Task brief - Provide the number of lines in the material below that include the word "change", without any accompanying text.

[[ Data for this task, beginning ]]

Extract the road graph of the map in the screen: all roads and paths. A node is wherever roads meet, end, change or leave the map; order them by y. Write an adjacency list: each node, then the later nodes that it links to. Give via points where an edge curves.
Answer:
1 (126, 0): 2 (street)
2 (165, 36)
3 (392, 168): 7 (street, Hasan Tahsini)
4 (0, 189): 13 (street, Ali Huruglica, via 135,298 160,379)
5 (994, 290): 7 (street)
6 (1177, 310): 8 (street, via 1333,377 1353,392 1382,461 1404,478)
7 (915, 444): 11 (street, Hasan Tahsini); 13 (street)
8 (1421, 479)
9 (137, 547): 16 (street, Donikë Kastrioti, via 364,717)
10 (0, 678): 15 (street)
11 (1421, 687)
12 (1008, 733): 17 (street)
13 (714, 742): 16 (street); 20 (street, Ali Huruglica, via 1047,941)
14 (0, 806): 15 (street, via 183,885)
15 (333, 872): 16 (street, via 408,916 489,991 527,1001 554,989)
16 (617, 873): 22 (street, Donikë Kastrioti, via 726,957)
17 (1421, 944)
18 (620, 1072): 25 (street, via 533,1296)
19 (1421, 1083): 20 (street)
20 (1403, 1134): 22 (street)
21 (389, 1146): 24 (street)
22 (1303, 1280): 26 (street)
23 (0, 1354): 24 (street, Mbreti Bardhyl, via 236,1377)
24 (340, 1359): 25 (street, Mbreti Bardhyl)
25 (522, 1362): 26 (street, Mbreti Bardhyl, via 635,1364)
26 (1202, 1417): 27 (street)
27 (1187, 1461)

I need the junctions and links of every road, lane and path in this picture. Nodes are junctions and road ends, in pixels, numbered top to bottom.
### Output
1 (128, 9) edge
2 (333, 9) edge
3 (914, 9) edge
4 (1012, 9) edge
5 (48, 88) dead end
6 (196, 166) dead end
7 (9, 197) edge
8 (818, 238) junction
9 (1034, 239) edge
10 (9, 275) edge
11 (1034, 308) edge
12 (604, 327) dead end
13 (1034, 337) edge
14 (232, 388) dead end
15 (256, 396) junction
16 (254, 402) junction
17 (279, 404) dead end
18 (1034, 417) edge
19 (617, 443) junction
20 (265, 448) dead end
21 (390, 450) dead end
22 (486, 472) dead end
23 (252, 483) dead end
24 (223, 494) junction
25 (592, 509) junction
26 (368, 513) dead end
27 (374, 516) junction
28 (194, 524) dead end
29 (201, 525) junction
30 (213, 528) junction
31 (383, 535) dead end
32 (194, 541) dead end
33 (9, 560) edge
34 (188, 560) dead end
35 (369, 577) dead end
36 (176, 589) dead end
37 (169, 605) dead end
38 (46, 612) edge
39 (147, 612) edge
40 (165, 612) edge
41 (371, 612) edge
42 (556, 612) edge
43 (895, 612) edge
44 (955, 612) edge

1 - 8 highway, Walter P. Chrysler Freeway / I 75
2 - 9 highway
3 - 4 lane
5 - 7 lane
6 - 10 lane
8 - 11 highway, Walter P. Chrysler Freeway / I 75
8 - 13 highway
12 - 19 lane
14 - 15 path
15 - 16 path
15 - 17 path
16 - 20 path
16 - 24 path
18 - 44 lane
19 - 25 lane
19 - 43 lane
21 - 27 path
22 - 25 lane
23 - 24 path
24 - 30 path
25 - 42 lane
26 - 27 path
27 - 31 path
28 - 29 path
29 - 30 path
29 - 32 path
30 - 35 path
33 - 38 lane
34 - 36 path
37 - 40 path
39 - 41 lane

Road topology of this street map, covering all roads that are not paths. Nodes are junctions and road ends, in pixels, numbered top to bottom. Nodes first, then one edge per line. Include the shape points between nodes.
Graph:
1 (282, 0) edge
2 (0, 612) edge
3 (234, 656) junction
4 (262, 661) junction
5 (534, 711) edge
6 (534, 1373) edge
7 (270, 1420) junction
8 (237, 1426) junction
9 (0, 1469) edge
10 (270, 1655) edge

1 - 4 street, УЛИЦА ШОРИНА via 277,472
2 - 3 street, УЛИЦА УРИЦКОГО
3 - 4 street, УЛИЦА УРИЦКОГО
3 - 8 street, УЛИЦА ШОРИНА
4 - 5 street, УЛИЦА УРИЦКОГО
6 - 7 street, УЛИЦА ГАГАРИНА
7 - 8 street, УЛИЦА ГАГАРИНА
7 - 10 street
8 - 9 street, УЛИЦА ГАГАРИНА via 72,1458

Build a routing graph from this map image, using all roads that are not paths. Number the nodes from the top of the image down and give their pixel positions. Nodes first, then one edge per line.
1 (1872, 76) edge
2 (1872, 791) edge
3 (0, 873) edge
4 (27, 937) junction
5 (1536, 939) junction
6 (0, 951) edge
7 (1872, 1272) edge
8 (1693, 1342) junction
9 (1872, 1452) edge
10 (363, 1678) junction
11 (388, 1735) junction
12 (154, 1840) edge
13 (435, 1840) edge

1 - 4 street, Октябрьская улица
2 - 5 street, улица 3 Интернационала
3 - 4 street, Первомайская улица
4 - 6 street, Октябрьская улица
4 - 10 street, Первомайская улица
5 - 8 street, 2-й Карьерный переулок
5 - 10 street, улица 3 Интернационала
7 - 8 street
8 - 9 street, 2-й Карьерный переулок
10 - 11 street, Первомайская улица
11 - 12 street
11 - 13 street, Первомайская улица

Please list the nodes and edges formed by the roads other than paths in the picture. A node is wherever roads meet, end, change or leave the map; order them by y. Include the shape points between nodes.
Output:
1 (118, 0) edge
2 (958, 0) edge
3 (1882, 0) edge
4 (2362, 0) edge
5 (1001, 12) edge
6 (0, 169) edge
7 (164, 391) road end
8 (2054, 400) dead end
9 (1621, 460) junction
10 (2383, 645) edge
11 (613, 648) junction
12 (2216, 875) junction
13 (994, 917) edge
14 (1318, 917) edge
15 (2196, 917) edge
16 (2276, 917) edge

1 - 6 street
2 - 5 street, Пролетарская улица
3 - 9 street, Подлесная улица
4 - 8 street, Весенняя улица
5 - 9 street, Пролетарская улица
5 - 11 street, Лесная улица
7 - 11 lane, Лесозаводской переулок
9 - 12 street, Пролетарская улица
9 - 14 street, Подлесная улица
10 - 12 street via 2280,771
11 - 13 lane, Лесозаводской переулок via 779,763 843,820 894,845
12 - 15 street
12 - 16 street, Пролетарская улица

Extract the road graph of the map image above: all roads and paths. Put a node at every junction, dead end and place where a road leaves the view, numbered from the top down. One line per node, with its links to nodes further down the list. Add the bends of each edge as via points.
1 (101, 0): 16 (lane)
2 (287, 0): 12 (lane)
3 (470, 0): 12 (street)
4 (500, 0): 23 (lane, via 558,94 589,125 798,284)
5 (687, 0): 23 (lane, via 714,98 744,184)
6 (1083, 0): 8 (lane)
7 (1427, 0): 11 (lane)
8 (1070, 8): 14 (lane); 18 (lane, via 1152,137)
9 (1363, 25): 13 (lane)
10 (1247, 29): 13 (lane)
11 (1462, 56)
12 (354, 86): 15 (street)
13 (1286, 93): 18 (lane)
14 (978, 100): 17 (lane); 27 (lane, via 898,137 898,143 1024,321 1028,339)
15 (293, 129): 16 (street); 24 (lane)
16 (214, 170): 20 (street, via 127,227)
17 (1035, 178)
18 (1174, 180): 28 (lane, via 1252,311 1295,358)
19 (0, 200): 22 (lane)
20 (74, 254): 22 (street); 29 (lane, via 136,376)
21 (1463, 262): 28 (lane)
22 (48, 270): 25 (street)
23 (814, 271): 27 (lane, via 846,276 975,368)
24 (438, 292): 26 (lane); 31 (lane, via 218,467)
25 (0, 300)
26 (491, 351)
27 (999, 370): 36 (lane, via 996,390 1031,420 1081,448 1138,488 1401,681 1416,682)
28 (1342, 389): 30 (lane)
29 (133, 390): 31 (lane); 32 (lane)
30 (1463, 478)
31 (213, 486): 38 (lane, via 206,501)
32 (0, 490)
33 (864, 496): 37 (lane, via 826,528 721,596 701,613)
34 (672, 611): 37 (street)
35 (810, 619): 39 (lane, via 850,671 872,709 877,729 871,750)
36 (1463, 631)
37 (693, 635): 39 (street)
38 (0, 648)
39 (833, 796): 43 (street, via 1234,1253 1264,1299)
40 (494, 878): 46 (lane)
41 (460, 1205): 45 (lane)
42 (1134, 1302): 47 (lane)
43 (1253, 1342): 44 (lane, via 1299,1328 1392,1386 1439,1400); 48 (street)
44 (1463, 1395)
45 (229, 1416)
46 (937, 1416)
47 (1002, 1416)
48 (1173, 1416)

[[ Data for this task, end ]]

Task solution - 2